My build system of choice is CMake. But using shared libraries on Windows was causing me some headaches. So here is how I have solved it for a small project.

Setup

Consider having a your project structured like this:

  +-> src
  |   +-> CMakeLists.txt
  |   +-> utilities.h
  |   \-> utilities.cpp
  +-> test
  |    +-> CMakeLists.txt
  |    \-> test.cpp
  +-> cmake-build
  |    +-> ...
  \-> CMakeLists.txt 

Where the source directory contains the code for a shared library util which is tested in the test directory. And the CMake cache and build files reside in cmake-build. And the ./CMakeLists.txt includes both CMakeLists.txt in src and test.

CMake will mirror this structre in the build cmake-build directory. And so the cmake-build directory will contain both a test and a src library containing the test.exe and the util.dll.

The problem

If you now run test.exe you will end up with an error message stating that util.dll faild to load.

This is due to the way how windows looks up .dlls. First it will look in the folder of the .exe and then it will look in each folder in the PATH variable.

The solution

There are two solutions:

  1. Put the cmake-buid\src directory in the path
  2. Place the util.dll besides test.exe.

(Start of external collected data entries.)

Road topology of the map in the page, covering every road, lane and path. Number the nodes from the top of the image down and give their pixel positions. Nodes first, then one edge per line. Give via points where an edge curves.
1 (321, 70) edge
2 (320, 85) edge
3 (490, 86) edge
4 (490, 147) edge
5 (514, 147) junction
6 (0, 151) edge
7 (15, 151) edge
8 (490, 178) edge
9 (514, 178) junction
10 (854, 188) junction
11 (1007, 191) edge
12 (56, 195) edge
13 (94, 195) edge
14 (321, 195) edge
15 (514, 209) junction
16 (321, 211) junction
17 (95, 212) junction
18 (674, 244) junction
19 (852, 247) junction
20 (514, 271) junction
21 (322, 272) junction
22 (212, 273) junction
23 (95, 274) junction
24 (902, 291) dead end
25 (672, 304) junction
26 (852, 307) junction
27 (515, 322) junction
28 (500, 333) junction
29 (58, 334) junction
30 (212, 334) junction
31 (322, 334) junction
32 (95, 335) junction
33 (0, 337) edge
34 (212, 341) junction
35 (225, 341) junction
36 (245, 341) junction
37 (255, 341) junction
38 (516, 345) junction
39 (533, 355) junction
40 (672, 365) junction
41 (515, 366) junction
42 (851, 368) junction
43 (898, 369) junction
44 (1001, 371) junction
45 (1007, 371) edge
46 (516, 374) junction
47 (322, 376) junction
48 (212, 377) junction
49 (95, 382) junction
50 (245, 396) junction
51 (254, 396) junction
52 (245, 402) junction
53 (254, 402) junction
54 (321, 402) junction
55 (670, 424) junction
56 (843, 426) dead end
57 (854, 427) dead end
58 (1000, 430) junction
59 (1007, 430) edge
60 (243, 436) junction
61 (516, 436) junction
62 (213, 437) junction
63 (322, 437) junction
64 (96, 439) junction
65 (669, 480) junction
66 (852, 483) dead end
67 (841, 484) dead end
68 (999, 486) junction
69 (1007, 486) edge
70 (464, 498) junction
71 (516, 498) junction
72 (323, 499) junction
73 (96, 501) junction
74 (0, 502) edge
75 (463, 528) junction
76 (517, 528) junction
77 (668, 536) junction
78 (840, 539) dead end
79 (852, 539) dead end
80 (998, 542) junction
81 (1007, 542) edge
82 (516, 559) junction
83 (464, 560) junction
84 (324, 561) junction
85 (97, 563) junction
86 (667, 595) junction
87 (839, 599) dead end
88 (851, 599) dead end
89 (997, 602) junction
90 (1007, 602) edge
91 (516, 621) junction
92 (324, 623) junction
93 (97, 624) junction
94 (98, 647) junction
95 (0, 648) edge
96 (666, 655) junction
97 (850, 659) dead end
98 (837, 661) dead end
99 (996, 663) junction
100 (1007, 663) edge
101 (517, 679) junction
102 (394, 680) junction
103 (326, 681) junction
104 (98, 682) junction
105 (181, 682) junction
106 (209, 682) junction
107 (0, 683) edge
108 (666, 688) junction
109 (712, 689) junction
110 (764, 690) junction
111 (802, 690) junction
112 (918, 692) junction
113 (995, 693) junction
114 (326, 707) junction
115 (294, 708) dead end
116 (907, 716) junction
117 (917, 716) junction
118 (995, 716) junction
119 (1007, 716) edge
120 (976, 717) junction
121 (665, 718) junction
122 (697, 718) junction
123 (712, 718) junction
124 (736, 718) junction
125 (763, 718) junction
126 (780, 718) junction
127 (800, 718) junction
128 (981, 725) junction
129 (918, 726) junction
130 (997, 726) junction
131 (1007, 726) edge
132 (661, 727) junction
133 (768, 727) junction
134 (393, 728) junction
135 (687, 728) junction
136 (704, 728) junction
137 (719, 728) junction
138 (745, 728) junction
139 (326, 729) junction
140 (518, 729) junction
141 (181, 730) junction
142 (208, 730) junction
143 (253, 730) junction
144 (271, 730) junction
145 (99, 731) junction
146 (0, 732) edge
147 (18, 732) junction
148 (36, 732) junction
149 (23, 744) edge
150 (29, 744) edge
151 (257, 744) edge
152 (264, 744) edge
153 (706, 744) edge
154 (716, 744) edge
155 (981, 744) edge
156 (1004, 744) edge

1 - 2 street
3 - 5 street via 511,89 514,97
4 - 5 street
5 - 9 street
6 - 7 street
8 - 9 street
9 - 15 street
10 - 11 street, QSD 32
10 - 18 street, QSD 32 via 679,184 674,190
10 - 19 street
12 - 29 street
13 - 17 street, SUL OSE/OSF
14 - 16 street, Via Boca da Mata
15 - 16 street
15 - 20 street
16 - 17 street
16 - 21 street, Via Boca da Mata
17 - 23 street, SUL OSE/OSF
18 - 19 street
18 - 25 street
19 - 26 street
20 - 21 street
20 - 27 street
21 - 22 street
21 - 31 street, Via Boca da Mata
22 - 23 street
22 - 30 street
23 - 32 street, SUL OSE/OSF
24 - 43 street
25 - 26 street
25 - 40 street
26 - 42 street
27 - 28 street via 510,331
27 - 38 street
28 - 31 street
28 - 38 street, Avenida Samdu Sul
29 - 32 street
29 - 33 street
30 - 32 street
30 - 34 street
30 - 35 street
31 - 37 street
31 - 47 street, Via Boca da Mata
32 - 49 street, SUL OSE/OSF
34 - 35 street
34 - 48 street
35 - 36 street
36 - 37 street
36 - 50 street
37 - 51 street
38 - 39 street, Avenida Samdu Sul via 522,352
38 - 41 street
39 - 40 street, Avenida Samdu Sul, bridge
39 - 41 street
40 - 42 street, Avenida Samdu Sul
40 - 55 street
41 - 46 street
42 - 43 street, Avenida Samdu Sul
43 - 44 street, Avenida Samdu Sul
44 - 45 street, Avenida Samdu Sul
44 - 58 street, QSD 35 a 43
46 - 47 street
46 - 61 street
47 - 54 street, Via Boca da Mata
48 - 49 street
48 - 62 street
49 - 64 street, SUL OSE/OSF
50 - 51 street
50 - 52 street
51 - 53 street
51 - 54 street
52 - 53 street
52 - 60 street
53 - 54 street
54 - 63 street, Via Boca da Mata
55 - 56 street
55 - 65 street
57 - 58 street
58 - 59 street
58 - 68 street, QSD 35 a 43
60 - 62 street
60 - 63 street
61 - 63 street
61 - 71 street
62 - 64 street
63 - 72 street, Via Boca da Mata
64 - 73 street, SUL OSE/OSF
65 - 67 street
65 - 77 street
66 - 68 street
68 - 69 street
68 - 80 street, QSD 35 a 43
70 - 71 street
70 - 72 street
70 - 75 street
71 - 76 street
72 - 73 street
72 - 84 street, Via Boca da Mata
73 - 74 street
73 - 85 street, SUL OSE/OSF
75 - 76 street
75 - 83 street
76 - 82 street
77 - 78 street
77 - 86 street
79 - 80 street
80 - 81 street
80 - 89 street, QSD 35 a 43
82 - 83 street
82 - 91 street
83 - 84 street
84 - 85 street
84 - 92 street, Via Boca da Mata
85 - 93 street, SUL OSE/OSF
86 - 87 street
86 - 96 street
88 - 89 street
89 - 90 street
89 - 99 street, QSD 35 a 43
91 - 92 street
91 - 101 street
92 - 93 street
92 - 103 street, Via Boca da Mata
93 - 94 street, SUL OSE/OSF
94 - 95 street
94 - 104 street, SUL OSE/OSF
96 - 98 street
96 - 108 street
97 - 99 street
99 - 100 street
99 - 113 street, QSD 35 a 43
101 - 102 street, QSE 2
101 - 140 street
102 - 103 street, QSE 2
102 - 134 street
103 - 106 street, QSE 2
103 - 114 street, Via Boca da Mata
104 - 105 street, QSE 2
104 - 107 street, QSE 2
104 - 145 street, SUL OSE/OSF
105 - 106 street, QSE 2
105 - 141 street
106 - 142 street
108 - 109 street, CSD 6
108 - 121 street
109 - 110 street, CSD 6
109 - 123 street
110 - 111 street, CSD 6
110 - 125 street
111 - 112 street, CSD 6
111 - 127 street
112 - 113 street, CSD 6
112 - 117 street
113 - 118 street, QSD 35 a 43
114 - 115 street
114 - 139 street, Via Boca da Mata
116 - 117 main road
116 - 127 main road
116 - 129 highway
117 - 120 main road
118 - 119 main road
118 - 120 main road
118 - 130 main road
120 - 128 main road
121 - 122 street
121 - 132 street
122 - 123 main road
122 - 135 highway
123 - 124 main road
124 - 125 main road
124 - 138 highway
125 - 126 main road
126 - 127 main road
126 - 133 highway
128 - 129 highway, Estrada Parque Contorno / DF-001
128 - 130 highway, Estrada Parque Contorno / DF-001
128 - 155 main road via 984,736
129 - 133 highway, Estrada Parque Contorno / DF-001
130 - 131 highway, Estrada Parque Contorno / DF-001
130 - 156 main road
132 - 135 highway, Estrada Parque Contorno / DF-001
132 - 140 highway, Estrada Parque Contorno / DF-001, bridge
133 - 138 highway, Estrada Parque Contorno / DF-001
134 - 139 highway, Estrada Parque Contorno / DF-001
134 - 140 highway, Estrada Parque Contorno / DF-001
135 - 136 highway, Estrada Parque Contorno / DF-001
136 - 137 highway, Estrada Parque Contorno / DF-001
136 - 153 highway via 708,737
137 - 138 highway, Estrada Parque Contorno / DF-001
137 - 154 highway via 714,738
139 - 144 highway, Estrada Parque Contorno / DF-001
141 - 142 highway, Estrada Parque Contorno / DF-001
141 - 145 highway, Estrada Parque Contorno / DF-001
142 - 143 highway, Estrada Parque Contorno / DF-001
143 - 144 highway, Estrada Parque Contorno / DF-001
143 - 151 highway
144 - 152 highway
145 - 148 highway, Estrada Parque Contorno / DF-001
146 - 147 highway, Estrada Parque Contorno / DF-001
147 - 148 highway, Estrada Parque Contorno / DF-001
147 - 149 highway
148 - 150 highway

The letter is the option that I chose. It is quite easy once you know how.

You can control where cmake will place the output of certain targets, by setting the appropriate variables. The most interesting are:

  • CMAKE_RUNTIME_OUTPUT_DIRECTORY
  • CMAKE_LIBRARY_OUTPUT_DIRECTORY
  • CMAKE_ARCHIVE_OUTPUT_DIRECTORY

There are others, have a look at the variable list and search for output_directory.

So all I did to solve this is to define two variables in the root CMakeLists.txt

  set (CMAKE_RUNTIME_OUTPUT_DIRECTORY ${CMAKE_BINARY_DIR}/bin)
  set (CMAKE_LIBRARY_OUTPUT_DIRECTORY ${CMAKE_BINARY_DIR}/lib)

This will create two directories in the cmake-build directory: bin and lib and on windows all shared libraries and executable targets will place their output into this folder. And since the .dll now is in the same folder as the .exe running the test works just fine.